Source data -
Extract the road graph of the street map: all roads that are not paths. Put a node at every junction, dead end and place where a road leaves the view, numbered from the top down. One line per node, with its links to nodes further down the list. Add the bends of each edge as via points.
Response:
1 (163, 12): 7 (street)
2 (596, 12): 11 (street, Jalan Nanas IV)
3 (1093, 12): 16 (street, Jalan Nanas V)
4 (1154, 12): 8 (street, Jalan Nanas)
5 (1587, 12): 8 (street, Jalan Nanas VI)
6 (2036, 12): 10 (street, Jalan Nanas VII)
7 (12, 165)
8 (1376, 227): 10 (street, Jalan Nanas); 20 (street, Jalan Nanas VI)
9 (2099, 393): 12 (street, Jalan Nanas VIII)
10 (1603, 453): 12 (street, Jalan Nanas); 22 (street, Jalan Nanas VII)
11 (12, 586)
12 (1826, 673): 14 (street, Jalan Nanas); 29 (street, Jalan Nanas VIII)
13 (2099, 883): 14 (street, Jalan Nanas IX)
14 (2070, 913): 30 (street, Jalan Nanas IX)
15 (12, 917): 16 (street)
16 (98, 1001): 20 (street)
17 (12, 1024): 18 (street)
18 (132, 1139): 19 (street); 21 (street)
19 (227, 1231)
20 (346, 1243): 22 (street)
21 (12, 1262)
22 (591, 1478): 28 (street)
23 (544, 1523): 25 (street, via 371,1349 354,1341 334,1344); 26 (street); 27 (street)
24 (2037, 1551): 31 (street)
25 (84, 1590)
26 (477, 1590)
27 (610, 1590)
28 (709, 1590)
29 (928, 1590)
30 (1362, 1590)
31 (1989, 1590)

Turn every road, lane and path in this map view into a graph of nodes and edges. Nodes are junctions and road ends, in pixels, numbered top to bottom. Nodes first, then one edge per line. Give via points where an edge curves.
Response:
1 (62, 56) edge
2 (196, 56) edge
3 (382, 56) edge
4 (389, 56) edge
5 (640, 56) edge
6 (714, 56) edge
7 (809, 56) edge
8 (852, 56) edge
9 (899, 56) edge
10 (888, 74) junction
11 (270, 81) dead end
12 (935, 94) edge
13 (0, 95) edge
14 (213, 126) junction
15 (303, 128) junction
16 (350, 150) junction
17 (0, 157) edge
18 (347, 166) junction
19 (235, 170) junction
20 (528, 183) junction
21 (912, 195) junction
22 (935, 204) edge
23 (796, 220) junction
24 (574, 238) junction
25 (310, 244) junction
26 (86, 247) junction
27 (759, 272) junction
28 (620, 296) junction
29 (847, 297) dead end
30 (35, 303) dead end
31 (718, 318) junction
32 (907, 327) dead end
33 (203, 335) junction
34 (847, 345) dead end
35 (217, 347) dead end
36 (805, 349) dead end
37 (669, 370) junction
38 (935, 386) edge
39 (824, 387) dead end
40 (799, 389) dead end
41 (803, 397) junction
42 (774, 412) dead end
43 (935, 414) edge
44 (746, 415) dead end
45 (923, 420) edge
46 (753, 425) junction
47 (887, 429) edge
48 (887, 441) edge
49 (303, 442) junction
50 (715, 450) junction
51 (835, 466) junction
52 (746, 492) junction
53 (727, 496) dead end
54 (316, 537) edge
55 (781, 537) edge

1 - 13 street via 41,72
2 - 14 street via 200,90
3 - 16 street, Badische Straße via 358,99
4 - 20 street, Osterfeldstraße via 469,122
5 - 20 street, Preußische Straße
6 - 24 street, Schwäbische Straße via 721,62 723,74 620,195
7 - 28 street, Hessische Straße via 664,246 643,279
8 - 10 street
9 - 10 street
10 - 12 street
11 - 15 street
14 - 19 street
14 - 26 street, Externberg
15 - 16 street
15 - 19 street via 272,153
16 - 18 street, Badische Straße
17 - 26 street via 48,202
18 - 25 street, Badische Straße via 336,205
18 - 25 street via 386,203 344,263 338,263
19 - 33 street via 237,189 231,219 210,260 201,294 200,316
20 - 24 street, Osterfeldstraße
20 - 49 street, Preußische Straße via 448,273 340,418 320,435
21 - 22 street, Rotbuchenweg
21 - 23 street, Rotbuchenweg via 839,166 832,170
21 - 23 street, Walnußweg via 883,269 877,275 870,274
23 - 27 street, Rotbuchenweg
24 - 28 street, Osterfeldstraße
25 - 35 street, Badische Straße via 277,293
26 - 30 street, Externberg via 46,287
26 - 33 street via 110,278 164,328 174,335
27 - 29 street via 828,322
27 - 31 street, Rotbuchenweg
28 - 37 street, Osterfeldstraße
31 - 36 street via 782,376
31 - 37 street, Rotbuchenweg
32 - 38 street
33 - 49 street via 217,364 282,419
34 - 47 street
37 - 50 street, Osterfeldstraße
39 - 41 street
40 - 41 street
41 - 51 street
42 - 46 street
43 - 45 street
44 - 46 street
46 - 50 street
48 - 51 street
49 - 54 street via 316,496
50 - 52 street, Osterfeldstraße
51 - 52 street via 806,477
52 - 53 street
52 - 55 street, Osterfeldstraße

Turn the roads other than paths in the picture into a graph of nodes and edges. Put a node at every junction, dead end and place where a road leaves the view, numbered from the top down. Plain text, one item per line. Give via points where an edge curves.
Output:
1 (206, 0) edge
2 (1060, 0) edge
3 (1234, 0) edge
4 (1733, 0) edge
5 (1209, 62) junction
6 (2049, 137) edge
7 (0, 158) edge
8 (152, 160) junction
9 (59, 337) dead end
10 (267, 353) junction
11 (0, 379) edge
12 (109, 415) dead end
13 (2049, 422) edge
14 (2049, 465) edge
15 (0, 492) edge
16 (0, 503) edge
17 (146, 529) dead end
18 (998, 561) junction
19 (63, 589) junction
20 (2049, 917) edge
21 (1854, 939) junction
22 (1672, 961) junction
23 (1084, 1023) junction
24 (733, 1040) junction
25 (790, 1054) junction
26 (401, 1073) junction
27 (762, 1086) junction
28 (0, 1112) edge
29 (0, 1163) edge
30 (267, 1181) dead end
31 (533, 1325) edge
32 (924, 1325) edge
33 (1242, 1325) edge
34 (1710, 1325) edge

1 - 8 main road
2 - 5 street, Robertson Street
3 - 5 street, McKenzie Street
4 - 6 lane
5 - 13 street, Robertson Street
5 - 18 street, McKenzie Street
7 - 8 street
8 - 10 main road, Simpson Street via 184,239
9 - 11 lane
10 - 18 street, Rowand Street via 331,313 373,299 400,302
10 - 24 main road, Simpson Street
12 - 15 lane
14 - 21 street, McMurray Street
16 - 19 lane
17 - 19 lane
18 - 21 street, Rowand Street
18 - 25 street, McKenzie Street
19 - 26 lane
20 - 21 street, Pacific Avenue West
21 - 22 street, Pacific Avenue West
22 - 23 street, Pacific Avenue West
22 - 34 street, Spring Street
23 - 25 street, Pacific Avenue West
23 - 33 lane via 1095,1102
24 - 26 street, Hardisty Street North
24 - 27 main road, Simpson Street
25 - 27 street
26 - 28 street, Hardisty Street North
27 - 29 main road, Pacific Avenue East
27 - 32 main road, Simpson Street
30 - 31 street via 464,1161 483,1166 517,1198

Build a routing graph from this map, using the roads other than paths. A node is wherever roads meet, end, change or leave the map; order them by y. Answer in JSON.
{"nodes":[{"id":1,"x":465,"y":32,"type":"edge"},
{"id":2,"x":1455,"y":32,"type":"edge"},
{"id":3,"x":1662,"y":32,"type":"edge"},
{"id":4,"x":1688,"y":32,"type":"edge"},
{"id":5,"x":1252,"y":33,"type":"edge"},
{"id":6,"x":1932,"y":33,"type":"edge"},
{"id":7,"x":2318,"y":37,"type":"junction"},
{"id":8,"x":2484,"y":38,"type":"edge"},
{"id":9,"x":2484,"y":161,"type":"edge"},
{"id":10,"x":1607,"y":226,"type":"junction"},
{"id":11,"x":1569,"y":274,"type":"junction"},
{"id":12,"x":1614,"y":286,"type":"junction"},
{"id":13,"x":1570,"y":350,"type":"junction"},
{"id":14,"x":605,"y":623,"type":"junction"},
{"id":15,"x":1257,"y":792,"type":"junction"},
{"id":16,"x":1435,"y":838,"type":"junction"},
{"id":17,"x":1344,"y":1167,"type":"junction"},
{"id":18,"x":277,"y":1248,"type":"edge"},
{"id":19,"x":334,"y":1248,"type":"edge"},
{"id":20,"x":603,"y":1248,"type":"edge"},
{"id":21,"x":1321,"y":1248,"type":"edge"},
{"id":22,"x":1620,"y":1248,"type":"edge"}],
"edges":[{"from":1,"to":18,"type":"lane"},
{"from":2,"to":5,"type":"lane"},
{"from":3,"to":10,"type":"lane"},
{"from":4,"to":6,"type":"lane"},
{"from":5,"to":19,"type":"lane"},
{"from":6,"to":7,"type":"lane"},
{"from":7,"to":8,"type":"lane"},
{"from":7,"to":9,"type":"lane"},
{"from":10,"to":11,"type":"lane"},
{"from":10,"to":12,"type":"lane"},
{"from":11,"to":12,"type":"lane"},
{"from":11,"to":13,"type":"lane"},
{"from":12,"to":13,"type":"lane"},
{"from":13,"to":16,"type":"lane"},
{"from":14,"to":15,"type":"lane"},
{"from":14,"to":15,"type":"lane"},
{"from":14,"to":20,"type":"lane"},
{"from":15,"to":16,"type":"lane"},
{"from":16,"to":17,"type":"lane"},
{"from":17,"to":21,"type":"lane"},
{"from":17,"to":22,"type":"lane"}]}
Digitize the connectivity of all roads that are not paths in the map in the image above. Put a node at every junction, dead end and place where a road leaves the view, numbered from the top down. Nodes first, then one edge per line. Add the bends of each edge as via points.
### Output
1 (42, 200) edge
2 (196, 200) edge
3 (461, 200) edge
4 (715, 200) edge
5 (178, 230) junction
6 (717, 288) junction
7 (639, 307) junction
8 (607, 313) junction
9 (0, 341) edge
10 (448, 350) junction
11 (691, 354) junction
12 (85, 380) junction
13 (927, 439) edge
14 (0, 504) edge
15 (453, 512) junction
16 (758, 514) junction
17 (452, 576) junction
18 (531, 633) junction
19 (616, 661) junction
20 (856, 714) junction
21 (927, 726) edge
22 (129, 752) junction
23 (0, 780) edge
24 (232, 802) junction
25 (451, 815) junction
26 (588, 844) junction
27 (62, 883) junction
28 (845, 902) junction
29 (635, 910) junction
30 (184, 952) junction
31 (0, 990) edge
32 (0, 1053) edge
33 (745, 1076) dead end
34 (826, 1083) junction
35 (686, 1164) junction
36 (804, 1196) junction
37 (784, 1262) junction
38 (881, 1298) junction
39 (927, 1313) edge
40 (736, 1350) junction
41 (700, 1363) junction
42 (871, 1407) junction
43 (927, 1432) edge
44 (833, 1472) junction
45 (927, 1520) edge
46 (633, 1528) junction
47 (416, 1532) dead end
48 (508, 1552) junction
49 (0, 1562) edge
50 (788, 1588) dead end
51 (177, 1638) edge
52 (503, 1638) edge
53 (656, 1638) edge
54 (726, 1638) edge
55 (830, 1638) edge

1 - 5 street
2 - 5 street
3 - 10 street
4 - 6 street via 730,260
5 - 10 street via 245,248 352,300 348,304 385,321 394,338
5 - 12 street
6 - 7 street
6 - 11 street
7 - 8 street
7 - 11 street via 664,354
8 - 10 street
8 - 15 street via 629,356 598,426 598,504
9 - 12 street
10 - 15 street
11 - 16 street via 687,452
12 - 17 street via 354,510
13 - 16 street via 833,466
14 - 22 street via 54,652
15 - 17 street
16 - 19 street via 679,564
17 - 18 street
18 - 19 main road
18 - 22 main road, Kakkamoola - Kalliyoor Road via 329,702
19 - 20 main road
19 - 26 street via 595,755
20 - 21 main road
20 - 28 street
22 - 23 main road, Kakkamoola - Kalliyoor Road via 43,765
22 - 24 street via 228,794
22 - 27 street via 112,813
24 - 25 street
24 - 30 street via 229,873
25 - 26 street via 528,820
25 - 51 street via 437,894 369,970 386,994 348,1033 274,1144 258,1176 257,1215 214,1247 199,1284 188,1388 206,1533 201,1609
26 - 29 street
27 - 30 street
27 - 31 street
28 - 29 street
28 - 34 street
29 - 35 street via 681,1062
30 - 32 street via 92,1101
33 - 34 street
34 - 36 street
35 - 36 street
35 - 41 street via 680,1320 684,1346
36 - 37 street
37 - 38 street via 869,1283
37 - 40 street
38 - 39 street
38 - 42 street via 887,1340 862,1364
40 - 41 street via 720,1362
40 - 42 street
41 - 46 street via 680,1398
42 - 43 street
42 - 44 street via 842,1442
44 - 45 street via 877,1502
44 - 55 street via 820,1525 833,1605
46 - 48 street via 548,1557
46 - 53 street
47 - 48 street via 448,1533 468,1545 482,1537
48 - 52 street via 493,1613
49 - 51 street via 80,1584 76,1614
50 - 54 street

What you are asked to do - Once the line containing "Turn every road, lane" has been retyped, stop. Begin at the first line of the material and reproduce every line up to it exactly.

Worked solution -
Extract the road graph of the street map: all roads that are not paths. Put a node at every junction, dead end and place where a road leaves the view, numbered from the top down. One line per node, with its links to nodes further down the list. Add the bends of each edge as via points.
Response:
1 (163, 12): 7 (street)
2 (596, 12): 11 (street, Jalan Nanas IV)
3 (1093, 12): 16 (street, Jalan Nanas V)
4 (1154, 12): 8 (street, Jalan Nanas)
5 (1587, 12): 8 (street, Jalan Nanas VI)
6 (2036, 12): 10 (street, Jalan Nanas VII)
7 (12, 165)
8 (1376, 227): 10 (street, Jalan Nanas); 20 (street, Jalan Nanas VI)
9 (2099, 393): 12 (street, Jalan Nanas VIII)
10 (1603, 453): 12 (street, Jalan Nanas); 22 (street, Jalan Nanas VII)
11 (12, 586)
12 (1826, 673): 14 (street, Jalan Nanas); 29 (street, Jalan Nanas VIII)
13 (2099, 883): 14 (street, Jalan Nanas IX)
14 (2070, 913): 30 (street, Jalan Nanas IX)
15 (12, 917): 16 (street)
16 (98, 1001): 20 (street)
17 (12, 1024): 18 (street)
18 (132, 1139): 19 (street); 21 (street)
19 (227, 1231)
20 (346, 1243): 22 (street)
21 (12, 1262)
22 (591, 1478): 28 (street)
23 (544, 1523): 25 (street, via 371,1349 354,1341 334,1344); 26 (street); 27 (street)
24 (2037, 1551): 31 (street)
25 (84, 1590)
26 (477, 1590)
27 (610, 1590)
28 (709, 1590)
29 (928, 1590)
30 (1362, 1590)
31 (1989, 1590)

Turn every road, lane and path in this map view into a graph of nodes and edges. Nodes are junctions and road ends, in pixels, numbered top to bottom. Nodes first, then one edge per line. Give via points where an edge curves.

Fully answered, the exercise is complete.